ACTIVITY —
All lines containing the string "Pine" must be copied from the entries.

[SOURCE MATERIAL — start]

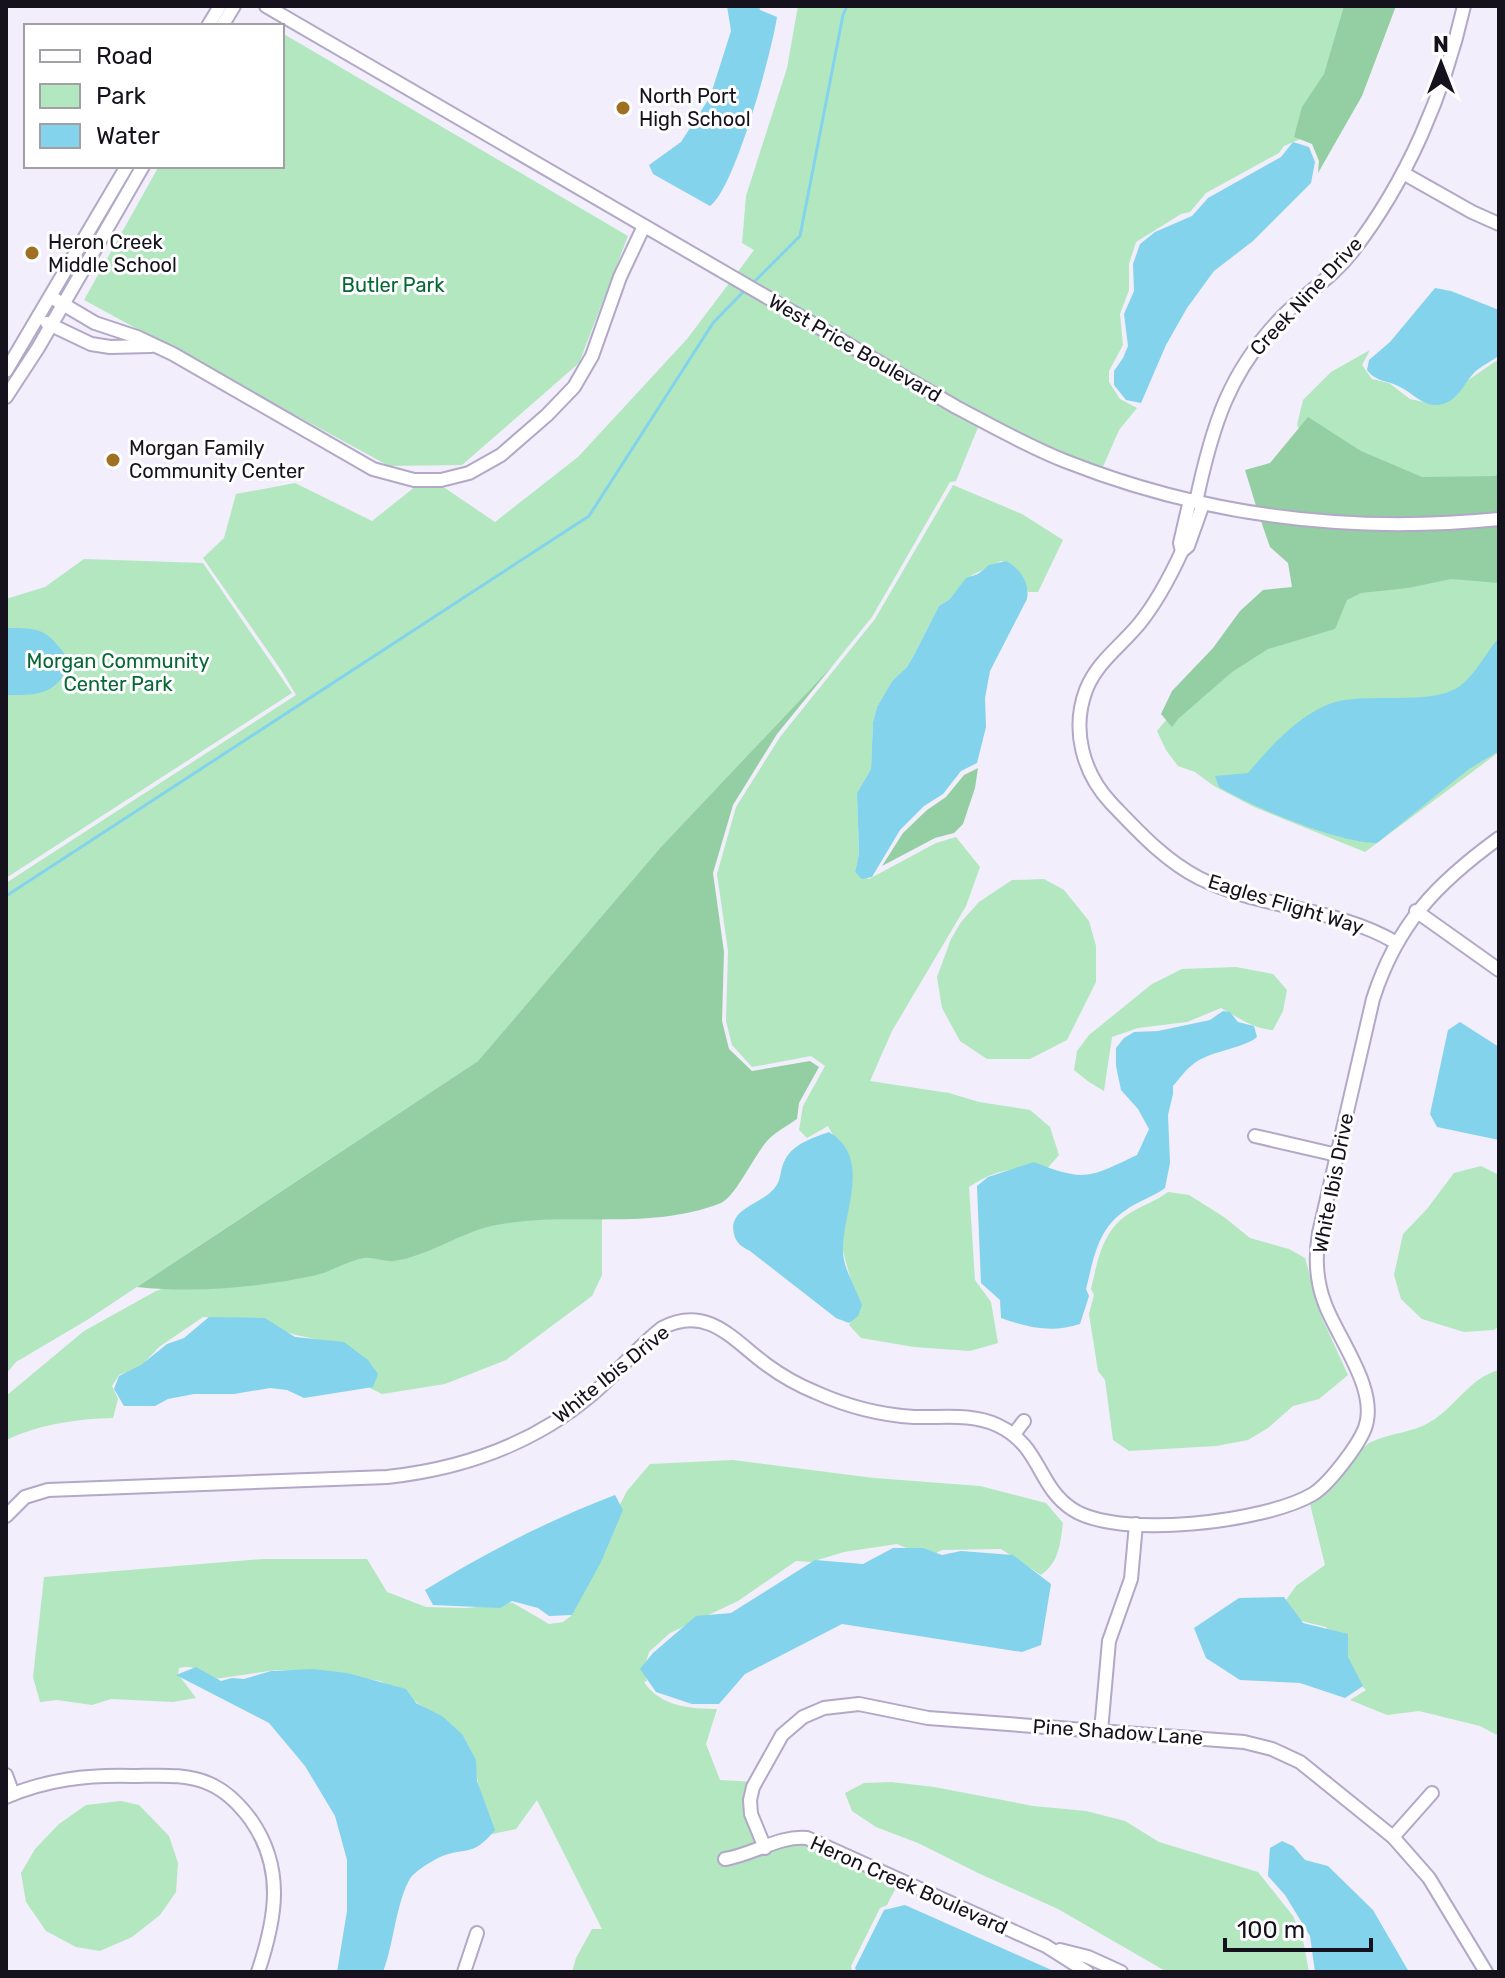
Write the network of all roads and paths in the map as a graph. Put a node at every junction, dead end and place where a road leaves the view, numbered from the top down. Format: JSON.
{"nodes":[{"id":1,"x":220,"y":6,"type":"edge"},
{"id":2,"x":234,"y":6,"type":"edge"},
{"id":3,"x":266,"y":6,"type":"edge"},
{"id":4,"x":1464,"y":6,"type":"edge"},
{"id":5,"x":209,"y":24,"type":"edge"},
{"id":6,"x":223,"y":24,"type":"edge"},
{"id":7,"x":126,"y":168,"type":"edge"},
{"id":8,"x":142,"y":168,"type":"edge"},
{"id":9,"x":1403,"y":173,"type":"junction"},
{"id":10,"x":1499,"y":224,"type":"edge"},
{"id":11,"x":644,"y":226,"type":"junction"},
{"id":12,"x":51,"y":297,"type":"junction"},
{"id":13,"x":63,"y":305,"type":"junction"},
{"id":14,"x":39,"y":318,"type":"junction"},
{"id":15,"x":51,"y":325,"type":"junction"},
{"id":16,"x":158,"y":347,"type":"junction"},
{"id":17,"x":6,"y":371,"type":"edge"},
{"id":18,"x":6,"y":397,"type":"edge"},
{"id":19,"x":1196,"y":502,"type":"junction"},
{"id":20,"x":1499,"y":519,"type":"edge"},
{"id":21,"x":1499,"y":838,"type":"edge"},
{"id":22,"x":1416,"y":911,"type":"junction"},
{"id":23,"x":1395,"y":942,"type":"junction"},
{"id":24,"x":1499,"y":970,"type":"edge"},
{"id":25,"x":1255,"y":1136,"type":"dead end"},
{"id":26,"x":1337,"y":1155,"type":"junction"},
{"id":27,"x":1024,"y":1421,"type":"dead end"},
{"id":28,"x":1014,"y":1434,"type":"junction"},
{"id":29,"x":6,"y":1516,"type":"edge"},
{"id":30,"x":1136,"y":1524,"type":"junction"},
{"id":31,"x":1101,"y":1731,"type":"junction"},
{"id":32,"x":6,"y":1775,"type":"edge"},
{"id":33,"x":1432,"y":1793,"type":"dead end"},
{"id":34,"x":10,"y":1795,"type":"edge"},
{"id":35,"x":1393,"y":1837,"type":"junction"},
{"id":36,"x":765,"y":1848,"type":"junction"},
{"id":37,"x":725,"y":1859,"type":"dead end"},
{"id":38,"x":477,"y":1933,"type":"dead end"},
{"id":39,"x":1046,"y":1946,"type":"junction"},
{"id":40,"x":258,"y":1972,"type":"edge"},
{"id":41,"x":464,"y":1972,"type":"edge"},
{"id":42,"x":1087,"y":1972,"type":"edge"},
{"id":43,"x":1121,"y":1972,"type":"edge"},
{"id":44,"x":1486,"y":1972,"type":"edge"}],
"edges":[{"from":1,"to":5,"type":"street"},
{"from":2,"to":6,"type":"street"},
{"from":3,"to":11,"type":"street","name":"West Price Boulevard"},
{"from":4,"to":9,"type":"street","name":"Creek Nine Drive"},
{"from":7,"to":12,"type":"street"},
{"from":8,"to":13,"type":"street"},
{"from":9,"to":10,"type":"street"},
{"from":9,"to":19,"type":"street","name":"Creek Nine Drive"},
{"from":11,"to":16,"type":"street"},
{"from":11,"to":19,"type":"street","name":"West Price Boulevard"},
{"from":12,"to":13,"type":"street"},
{"from":12,"to":14,"type":"street"},
{"from":13,"to":15,"type":"street"},
{"from":13,"to":16,"type":"street"},
{"from":14,"to":15,"type":"street"},
{"from":14,"to":17,"type":"street"},
{"from":15,"to":16,"type":"street"},
{"from":15,"to":18,"type":"street"},
{"from":19,"to":20,"type":"street","name":"West Price Boulevard"},
{"from":19,"to":23,"type":"street","name":"Eagles Flight Way"},
{"from":21,"to":22,"type":"street","name":"White Ibis Drive"},
{"from":22,"to":23,"type":"street","name":"White Ibis Drive"},
{"from":22,"to":24,"type":"street"},
{"from":23,"to":26,"type":"street","name":"White Ibis Drive"},
{"from":25,"to":26,"type":"street"},
{"from":26,"to":30,"type":"street","name":"White Ibis Drive"},
{"from":27,"to":28,"type":"street"},
{"from":28,"to":29,"type":"street","name":"White Ibis Drive"},
{"from":28,"to":30,"type":"street","name":"White Ibis Drive"},
{"from":30,"to":31,"type":"street"},
{"from":31,"to":35,"type":"street","name":"Pine Shadow Lane"},
{"from":31,"to":36,"type":"street","name":"Pine Shadow Lane"},
{"from":32,"to":34,"type":"street"},
{"from":33,"to":35,"type":"street"},
{"from":34,"to":40,"type":"street"},
{"from":35,"to":44,"type":"street","name":"Pine Shadow Lane"},
{"from":36,"to":37,"type":"street","name":"Heron Creek Boulevard"},
{"from":36,"to":39,"type":"street","name":"Heron Creek Boulevard"},
{"from":38,"to":41,"type":"street"},
{"from":39,"to":42,"type":"street","name":"Heron Creek Boulevard"},
{"from":39,"to":43,"type":"street","name":"Heron Creek Boulevard"}]}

[SOURCE MATERIAL — finish]

ANSWER SECTION —
{"from":31,"to":35,"type":"street","name":"Pine Shadow Lane"},
{"from":31,"to":36,"type":"street","name":"Pine Shadow Lane"},
{"from":35,"to":44,"type":"street","name":"Pine Shadow Lane"},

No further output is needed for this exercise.